▶ [What you have to do] Set down the lines that begin at the top of the records and end with the line containing "Which roads connect", and drop every picture.

** Supplied records follows **

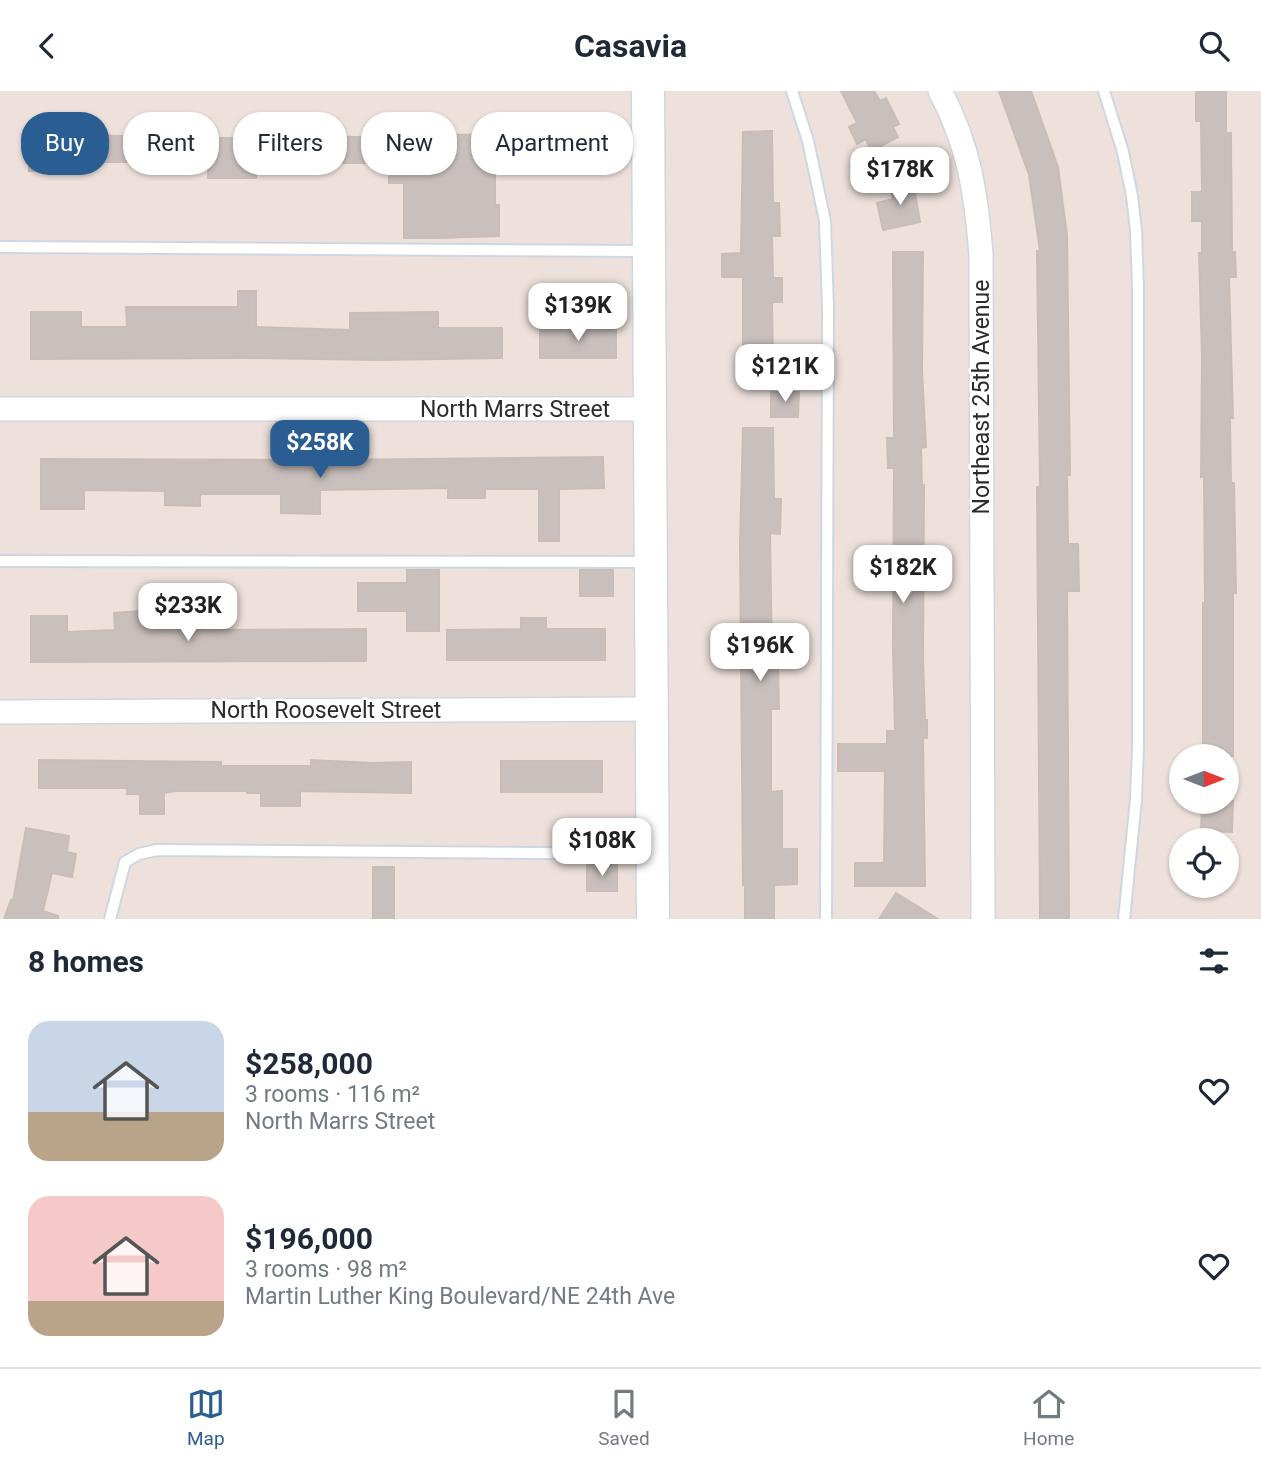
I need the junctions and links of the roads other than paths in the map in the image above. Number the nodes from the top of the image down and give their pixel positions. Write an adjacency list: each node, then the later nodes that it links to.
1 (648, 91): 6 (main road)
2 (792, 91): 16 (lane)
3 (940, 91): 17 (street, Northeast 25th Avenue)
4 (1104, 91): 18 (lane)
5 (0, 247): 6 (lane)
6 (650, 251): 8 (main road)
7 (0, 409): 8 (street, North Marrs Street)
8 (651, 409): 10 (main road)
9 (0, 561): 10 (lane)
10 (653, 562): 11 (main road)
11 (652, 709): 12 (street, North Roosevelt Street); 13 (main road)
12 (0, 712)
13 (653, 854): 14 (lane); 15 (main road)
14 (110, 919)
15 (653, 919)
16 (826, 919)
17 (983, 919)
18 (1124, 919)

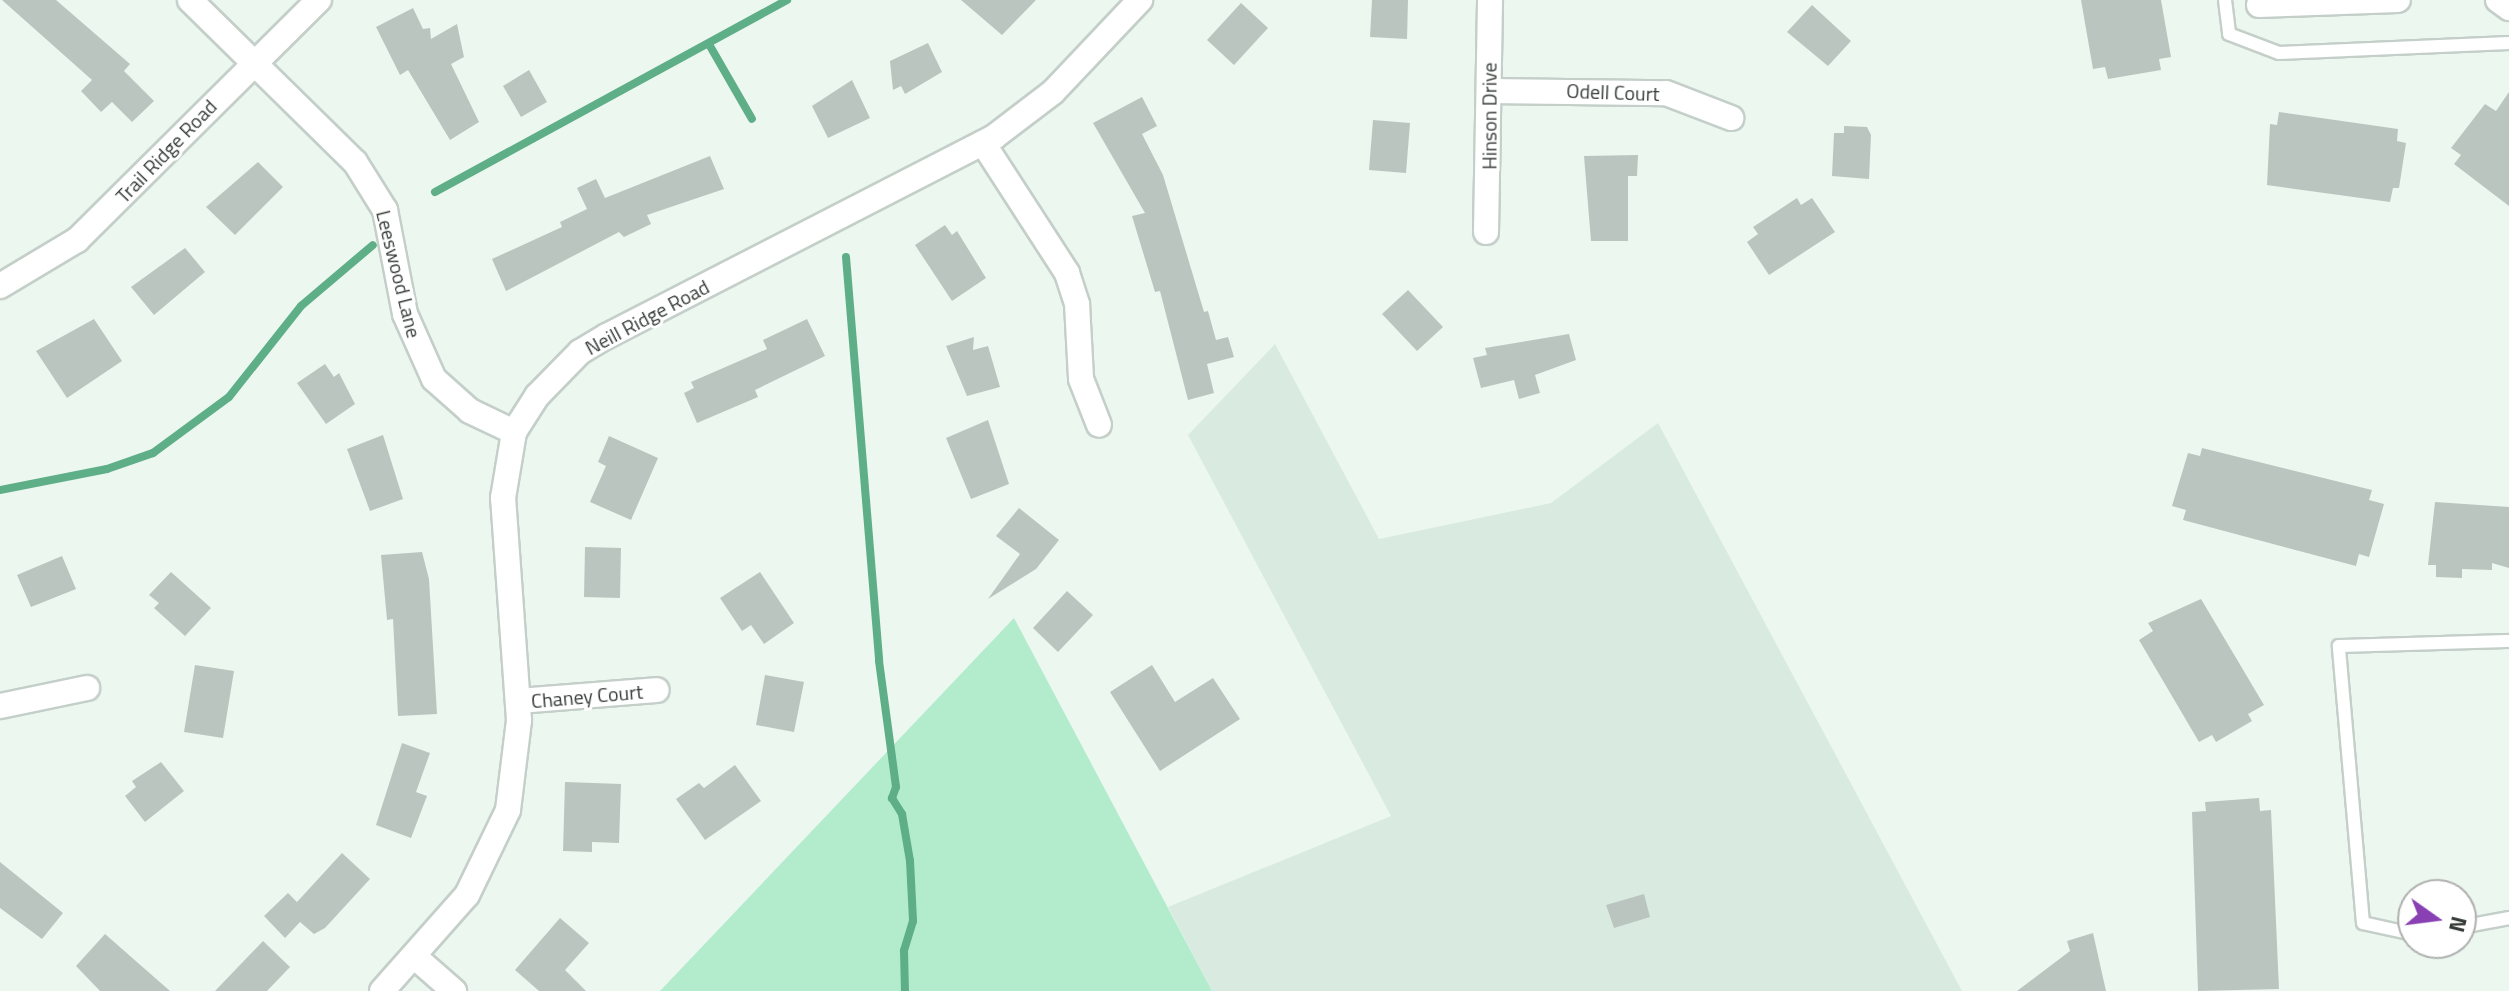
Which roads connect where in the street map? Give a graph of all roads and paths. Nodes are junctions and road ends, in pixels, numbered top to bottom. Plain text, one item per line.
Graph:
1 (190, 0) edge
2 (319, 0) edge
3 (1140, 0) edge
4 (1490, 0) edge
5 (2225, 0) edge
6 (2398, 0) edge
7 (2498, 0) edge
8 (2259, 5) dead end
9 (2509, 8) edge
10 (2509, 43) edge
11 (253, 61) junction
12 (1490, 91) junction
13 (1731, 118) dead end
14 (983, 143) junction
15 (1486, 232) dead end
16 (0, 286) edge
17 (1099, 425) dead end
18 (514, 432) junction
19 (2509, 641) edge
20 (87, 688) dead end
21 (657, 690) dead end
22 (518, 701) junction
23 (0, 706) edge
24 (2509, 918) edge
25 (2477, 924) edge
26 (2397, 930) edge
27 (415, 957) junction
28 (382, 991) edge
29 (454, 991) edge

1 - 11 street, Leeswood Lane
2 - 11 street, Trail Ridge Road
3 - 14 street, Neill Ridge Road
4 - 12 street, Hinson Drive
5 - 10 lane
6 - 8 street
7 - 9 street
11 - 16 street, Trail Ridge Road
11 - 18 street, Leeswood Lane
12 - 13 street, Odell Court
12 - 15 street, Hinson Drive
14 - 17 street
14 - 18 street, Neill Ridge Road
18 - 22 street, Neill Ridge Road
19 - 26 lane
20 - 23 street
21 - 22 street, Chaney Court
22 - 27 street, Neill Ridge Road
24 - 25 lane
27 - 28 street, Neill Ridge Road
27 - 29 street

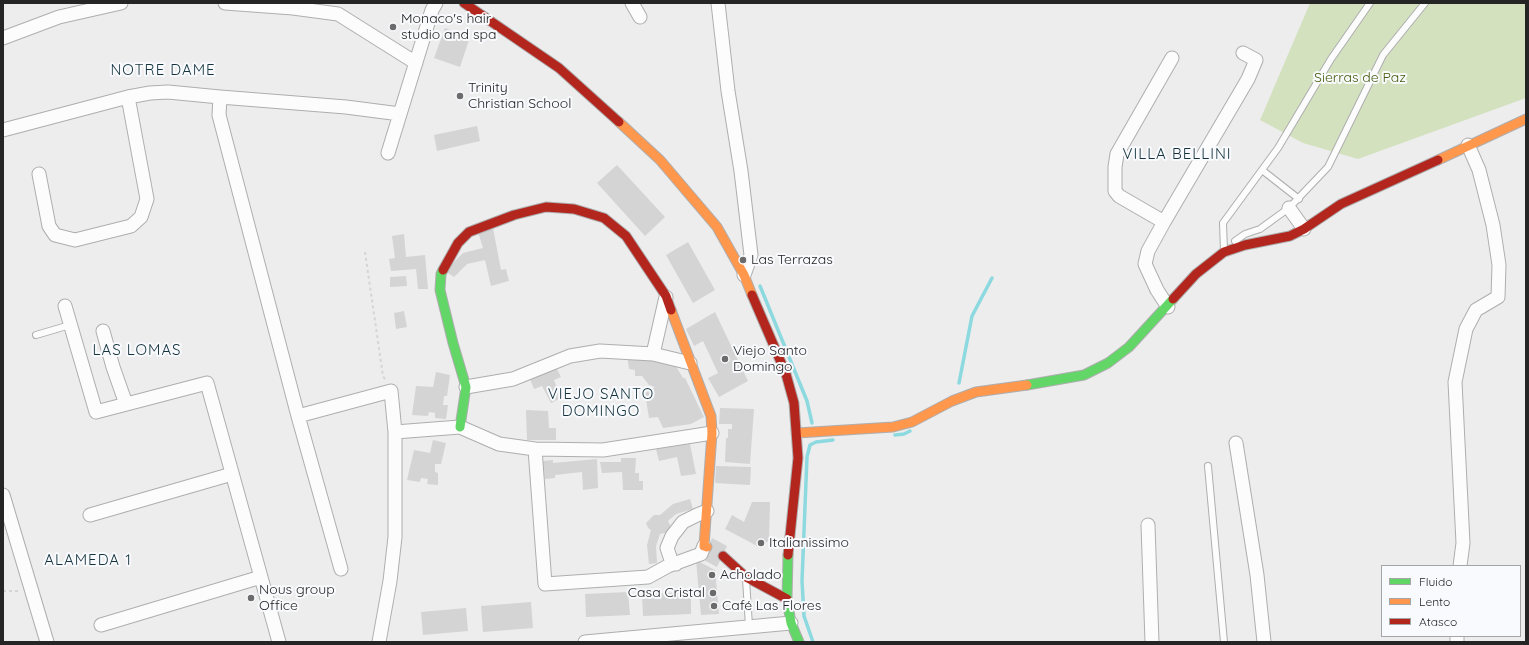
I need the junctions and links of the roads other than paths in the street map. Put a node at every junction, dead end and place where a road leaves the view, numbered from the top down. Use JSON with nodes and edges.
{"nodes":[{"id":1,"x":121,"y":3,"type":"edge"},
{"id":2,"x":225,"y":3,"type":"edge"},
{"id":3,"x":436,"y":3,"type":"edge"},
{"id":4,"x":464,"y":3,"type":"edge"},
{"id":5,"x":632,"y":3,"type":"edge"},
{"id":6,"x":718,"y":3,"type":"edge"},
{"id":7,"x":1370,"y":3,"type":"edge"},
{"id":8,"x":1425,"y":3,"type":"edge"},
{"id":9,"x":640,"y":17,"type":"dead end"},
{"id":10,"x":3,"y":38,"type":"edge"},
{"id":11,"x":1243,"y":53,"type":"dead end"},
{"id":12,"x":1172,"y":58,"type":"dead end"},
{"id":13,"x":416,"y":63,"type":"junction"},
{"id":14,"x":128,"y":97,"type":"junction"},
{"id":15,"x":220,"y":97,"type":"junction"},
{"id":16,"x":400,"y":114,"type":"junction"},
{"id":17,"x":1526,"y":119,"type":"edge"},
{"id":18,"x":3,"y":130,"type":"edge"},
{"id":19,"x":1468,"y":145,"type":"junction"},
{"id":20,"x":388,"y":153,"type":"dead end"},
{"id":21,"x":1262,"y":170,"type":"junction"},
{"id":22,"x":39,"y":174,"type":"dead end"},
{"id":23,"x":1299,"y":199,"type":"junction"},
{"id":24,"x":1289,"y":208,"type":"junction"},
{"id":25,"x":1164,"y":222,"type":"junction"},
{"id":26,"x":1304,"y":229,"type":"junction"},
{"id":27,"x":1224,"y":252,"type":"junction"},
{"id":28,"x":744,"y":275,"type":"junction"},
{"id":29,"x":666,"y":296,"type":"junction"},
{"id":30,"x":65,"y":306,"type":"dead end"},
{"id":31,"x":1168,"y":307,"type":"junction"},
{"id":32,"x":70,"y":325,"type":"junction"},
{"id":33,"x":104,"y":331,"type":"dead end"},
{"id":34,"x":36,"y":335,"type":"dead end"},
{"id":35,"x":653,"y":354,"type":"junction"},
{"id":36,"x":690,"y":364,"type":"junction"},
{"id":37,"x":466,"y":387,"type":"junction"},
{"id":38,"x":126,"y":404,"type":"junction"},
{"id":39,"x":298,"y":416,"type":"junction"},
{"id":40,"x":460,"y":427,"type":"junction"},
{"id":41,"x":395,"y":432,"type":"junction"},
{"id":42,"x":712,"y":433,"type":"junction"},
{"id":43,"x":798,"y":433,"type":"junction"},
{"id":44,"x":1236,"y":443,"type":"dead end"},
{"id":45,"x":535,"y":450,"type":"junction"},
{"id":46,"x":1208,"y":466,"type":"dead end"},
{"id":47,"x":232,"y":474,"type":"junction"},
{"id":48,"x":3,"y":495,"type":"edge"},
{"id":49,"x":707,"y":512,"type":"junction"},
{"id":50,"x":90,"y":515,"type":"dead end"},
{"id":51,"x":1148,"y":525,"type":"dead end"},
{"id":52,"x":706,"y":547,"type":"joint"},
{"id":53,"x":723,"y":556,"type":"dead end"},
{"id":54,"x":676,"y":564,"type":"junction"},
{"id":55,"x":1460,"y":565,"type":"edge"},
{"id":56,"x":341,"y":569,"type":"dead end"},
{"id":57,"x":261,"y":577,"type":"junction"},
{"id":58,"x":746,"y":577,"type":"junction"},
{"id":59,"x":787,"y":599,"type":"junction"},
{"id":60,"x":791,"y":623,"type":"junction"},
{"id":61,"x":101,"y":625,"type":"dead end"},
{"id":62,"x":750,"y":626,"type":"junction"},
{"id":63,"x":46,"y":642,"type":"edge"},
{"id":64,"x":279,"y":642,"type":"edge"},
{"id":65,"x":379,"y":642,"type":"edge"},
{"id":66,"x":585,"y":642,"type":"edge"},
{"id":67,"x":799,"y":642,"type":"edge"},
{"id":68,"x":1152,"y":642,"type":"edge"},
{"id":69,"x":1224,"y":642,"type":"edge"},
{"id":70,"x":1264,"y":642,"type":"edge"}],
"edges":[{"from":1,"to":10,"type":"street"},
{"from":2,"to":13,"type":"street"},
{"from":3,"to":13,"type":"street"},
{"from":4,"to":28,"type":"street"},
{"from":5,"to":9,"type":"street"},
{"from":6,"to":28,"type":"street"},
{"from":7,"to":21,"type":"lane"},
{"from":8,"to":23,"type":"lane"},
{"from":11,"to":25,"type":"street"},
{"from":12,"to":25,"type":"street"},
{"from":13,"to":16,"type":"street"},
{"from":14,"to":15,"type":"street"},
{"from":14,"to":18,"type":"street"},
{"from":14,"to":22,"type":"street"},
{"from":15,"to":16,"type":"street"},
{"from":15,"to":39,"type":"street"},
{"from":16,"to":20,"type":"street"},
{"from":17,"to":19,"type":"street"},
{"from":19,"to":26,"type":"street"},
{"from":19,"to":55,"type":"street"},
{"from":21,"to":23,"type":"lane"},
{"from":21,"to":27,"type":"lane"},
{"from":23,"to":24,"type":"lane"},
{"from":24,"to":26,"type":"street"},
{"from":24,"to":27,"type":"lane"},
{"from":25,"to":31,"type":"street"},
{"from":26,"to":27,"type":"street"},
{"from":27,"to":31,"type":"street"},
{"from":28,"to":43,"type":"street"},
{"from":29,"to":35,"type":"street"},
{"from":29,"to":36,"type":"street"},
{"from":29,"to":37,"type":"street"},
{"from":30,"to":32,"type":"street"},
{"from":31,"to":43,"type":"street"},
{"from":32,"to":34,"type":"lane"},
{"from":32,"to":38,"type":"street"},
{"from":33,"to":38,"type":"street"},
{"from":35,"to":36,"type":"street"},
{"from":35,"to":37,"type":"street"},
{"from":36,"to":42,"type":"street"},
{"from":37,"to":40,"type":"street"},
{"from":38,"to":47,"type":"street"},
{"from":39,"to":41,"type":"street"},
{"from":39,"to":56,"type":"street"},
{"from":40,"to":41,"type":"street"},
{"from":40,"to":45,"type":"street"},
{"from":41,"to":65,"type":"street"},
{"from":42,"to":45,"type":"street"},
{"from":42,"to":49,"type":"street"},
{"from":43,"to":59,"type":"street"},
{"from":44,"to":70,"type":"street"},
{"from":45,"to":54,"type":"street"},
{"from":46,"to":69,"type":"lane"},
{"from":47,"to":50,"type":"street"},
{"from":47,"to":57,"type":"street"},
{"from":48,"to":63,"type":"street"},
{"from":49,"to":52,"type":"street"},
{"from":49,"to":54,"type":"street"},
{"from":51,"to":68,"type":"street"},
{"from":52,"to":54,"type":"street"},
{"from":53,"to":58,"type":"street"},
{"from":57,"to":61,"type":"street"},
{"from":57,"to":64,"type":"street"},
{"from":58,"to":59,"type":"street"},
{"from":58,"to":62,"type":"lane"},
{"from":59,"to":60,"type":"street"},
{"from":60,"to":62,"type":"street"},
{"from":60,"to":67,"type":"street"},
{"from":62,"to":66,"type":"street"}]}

** End of Supplied records **

▶ [Answer to this task]
I need the junctions and links of the roads other than paths in the map in the image above. Number the nodes from the top of the image down and give their pixel positions. Write an adjacency list: each node, then the later nodes that it links to.
1 (648, 91): 6 (main road)
2 (792, 91): 16 (lane)
3 (940, 91): 17 (street, Northeast 25th Avenue)
4 (1104, 91): 18 (lane)
5 (0, 247): 6 (lane)
6 (650, 251): 8 (main road)
7 (0, 409): 8 (street, North Marrs Street)
8 (651, 409): 10 (main road)
9 (0, 561): 10 (lane)
10 (653, 562): 11 (main road)
11 (652, 709): 12 (street, North Roosevelt Street); 13 (main road)
12 (0, 712)
13 (653, 854): 14 (lane); 15 (main road)
14 (110, 919)
15 (653, 919)
16 (826, 919)
17 (983, 919)
18 (1124, 919)

Which roads connect where in the street map? Give a graph of all roads and paths. Nodes are junctions and road ends, in pixels, numbered top to bottom. Plain text, one item per line.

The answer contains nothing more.